___ Data for this task ___
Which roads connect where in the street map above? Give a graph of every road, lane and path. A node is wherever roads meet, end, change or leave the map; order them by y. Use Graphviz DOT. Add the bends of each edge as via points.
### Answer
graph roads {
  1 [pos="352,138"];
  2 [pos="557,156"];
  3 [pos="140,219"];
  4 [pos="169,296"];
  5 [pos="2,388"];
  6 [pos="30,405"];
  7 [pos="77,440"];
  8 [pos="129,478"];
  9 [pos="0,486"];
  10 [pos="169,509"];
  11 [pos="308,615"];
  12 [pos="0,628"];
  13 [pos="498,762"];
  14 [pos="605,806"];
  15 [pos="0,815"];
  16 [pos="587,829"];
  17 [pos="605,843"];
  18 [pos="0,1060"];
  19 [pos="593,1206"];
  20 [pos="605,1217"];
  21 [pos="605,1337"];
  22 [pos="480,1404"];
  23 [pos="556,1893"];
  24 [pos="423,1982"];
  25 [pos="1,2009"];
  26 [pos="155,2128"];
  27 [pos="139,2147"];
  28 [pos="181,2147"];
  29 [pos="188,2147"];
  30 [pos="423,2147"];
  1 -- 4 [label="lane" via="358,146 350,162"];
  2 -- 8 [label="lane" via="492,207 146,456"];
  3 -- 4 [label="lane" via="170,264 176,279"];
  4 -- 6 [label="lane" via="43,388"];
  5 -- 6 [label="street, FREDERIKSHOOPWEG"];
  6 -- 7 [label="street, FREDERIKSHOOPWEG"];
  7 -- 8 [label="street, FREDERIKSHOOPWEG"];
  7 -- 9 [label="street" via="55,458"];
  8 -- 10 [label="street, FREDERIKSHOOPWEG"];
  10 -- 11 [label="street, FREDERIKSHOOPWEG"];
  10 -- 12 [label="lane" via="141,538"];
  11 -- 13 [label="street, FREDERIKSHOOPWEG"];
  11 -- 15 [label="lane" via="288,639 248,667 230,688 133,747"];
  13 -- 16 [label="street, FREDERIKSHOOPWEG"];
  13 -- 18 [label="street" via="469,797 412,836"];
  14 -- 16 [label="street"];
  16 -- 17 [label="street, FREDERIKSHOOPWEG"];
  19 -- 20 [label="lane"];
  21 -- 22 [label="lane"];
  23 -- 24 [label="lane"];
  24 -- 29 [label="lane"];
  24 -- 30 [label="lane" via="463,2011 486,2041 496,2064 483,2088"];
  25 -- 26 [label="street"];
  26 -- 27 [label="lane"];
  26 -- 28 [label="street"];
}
___
___ Data for this task ___
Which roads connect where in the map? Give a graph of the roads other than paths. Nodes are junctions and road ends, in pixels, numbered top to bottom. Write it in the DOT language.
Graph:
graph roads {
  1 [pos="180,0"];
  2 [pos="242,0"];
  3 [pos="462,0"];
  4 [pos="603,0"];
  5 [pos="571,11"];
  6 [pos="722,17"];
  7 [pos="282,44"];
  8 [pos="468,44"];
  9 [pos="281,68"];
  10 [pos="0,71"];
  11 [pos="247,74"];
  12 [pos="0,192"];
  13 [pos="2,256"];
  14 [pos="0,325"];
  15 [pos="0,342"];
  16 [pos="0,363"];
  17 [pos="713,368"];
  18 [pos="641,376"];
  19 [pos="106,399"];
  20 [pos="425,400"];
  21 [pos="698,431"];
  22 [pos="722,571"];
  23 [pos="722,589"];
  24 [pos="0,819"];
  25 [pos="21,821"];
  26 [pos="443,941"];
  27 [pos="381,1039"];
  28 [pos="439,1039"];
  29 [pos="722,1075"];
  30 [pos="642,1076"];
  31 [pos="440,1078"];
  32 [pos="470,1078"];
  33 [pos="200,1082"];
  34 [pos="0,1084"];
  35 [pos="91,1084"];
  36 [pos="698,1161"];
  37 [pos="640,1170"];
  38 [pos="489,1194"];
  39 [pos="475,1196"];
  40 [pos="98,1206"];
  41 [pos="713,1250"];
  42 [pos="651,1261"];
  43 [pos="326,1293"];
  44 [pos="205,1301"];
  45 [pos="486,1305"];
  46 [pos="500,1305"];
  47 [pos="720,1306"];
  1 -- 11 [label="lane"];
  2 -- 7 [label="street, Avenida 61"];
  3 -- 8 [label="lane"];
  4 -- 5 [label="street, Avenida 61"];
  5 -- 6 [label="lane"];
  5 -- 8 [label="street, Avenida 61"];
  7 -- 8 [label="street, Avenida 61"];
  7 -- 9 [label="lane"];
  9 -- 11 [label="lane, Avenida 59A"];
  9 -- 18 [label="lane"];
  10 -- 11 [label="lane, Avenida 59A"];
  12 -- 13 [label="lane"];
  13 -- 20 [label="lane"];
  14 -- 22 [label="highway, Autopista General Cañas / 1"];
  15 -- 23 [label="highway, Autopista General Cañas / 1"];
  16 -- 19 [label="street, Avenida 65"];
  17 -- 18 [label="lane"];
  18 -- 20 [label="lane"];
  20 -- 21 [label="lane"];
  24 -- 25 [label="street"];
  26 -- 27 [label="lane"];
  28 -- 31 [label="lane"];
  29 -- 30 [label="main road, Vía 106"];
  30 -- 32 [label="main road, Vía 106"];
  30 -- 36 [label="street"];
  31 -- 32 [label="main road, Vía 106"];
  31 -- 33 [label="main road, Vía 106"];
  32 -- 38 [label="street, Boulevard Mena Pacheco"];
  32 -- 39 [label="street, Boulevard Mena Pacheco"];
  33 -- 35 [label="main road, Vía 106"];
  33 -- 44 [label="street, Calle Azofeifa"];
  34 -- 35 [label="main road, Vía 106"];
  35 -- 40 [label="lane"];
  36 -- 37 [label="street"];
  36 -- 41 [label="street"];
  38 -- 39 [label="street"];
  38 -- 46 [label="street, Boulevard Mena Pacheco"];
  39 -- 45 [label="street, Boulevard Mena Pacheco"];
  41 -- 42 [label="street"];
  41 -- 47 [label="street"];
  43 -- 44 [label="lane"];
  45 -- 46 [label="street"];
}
___
▶ Required action
Filter the entries by the string "Give" and copy each matching line.

▶ Response box
Which roads connect where in the street map above? Give a graph of every road, lane and path. A node is wherever roads meet, end, change or leave the map; order them by y. Use Graphviz DOT. Add the bends of each edge as via points.
Which roads connect where in the map? Give a graph of the roads other than paths. Nodes are junctions and road ends, in pixels, numbered top to bottom. Write it in the DOT language.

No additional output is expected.